(Given entries)

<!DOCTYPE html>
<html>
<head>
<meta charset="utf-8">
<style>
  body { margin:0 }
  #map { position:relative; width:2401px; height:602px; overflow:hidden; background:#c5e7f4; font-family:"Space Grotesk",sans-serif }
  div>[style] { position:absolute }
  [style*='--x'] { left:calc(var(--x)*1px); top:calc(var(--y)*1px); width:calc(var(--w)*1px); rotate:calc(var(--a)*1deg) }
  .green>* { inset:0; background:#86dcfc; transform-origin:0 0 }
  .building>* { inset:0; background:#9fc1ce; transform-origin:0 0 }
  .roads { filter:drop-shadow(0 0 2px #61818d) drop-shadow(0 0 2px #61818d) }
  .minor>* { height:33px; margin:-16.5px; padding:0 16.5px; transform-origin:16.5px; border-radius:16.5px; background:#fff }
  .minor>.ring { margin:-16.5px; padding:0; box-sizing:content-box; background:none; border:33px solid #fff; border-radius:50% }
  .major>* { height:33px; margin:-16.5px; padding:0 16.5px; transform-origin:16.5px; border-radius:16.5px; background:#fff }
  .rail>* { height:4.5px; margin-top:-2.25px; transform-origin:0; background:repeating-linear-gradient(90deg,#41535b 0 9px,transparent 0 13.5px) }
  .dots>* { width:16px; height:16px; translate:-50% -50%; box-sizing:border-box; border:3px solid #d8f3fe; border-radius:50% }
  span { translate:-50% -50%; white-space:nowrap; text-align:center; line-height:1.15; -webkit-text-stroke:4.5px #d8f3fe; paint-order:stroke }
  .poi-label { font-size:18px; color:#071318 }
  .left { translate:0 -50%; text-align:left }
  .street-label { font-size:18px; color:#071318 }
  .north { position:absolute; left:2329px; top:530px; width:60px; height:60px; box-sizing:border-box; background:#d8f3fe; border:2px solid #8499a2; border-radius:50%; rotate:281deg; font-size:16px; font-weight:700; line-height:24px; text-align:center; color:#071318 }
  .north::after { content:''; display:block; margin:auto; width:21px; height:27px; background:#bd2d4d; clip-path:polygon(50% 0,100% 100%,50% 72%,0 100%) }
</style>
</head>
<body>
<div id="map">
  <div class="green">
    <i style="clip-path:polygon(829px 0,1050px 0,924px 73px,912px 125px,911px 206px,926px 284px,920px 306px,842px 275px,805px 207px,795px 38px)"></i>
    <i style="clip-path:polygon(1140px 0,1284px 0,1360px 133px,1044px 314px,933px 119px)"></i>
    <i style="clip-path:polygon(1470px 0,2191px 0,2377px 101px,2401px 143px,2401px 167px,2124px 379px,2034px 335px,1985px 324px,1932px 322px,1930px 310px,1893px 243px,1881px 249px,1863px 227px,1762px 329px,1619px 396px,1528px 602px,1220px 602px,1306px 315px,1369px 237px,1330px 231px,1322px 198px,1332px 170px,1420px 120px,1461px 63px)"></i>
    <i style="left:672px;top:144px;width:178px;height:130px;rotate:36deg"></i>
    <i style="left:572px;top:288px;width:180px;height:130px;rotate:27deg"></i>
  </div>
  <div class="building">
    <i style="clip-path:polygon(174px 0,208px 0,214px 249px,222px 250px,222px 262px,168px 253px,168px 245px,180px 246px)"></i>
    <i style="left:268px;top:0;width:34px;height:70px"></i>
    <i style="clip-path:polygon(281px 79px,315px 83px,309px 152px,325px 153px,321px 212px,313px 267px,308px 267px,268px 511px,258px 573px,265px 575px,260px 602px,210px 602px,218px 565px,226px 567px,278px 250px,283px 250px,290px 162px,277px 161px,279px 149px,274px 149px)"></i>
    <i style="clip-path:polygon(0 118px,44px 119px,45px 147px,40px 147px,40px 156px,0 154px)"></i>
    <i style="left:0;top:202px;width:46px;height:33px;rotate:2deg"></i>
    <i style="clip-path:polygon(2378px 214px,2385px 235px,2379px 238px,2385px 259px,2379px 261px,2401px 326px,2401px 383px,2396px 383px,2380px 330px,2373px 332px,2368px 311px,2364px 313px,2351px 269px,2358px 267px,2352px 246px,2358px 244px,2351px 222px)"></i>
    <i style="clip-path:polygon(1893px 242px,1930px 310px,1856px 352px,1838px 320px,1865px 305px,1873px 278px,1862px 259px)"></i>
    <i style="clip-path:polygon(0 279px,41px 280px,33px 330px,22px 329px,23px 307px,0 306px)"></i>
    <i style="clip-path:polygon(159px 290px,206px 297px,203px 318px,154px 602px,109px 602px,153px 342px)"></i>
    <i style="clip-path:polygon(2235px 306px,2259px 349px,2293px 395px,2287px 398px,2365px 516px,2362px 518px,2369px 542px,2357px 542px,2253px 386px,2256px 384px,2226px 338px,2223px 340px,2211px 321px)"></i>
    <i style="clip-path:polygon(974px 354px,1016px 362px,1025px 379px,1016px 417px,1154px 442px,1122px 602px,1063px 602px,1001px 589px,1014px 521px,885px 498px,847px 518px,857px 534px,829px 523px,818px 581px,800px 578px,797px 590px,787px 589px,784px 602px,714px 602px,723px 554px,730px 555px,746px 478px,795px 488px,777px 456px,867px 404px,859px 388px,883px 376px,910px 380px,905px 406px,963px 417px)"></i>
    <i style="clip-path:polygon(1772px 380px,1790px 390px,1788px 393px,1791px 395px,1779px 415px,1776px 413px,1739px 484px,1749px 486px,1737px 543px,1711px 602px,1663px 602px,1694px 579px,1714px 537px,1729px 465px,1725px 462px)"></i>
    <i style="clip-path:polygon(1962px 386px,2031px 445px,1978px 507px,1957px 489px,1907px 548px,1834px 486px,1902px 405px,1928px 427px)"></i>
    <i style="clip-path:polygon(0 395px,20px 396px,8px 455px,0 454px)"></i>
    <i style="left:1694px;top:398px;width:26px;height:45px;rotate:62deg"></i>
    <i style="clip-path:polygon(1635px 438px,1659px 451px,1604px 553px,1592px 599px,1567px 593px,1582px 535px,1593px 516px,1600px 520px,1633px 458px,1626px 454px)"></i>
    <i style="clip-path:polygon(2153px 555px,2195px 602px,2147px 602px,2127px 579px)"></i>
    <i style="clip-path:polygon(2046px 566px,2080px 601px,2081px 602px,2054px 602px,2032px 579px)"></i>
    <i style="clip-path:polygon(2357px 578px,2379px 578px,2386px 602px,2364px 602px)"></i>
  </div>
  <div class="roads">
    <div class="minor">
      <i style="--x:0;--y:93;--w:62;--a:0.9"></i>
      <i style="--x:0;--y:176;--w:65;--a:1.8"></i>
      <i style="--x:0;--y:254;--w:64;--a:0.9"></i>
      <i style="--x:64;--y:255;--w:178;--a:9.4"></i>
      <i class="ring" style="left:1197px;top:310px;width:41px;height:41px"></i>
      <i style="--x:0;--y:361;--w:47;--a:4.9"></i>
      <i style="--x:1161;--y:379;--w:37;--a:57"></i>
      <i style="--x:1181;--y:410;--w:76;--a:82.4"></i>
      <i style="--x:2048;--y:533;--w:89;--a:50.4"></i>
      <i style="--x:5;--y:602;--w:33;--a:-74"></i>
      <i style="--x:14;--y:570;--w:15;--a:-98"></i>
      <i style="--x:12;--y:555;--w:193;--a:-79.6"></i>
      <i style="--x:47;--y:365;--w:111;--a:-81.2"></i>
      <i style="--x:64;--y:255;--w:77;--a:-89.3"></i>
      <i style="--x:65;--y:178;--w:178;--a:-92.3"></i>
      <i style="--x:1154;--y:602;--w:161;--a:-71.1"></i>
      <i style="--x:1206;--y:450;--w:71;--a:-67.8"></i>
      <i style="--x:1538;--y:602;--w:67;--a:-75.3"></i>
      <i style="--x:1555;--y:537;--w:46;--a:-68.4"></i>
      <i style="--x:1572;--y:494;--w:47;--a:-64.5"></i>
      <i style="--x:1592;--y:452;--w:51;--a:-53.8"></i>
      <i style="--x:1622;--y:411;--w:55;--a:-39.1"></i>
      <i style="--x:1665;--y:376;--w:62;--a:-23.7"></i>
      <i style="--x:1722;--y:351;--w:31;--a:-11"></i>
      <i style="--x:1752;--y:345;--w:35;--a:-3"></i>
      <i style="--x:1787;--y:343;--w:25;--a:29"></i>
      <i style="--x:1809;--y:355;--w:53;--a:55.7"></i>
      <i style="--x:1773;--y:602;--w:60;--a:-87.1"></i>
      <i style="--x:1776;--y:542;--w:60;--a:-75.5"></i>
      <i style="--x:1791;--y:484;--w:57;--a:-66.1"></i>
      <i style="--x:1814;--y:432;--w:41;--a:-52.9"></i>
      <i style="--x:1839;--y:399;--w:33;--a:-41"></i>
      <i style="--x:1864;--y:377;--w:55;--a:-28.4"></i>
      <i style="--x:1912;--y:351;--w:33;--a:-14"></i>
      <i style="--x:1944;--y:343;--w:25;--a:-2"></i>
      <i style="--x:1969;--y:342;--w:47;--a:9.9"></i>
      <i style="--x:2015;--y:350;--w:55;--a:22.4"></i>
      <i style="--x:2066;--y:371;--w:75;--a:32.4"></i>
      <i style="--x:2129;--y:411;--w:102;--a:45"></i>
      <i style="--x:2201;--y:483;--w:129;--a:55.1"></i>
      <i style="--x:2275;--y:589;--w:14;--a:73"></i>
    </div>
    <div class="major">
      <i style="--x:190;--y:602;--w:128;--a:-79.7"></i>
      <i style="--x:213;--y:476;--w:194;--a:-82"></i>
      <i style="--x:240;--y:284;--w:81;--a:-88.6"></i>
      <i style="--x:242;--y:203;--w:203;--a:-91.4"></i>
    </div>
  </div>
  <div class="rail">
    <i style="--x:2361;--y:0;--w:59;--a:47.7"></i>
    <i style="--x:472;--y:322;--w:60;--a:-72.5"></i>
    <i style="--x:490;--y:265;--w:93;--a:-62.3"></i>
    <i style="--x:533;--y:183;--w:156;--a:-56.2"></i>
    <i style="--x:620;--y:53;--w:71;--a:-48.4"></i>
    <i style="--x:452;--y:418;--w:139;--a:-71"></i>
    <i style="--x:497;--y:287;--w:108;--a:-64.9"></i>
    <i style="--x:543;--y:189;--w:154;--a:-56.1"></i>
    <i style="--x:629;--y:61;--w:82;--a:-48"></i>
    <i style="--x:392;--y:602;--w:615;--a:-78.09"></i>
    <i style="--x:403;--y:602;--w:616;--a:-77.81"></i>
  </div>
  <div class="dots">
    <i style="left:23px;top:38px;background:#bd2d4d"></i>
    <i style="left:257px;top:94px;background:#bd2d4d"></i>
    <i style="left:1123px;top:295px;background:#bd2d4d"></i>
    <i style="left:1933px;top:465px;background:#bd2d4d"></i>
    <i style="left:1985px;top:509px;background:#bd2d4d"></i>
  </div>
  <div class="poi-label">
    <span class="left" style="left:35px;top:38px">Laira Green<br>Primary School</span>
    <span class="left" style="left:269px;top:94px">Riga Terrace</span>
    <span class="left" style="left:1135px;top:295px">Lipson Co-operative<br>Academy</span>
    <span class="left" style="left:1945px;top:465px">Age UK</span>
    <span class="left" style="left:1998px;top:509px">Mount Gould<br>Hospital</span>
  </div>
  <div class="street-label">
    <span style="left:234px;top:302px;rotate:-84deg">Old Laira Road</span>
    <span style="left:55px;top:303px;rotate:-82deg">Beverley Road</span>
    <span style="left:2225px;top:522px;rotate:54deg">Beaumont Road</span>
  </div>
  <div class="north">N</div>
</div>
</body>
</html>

(End Given entries)

What you need to do :: All that is needed is the number of lines in the material containing the string "major".

Solution :: 2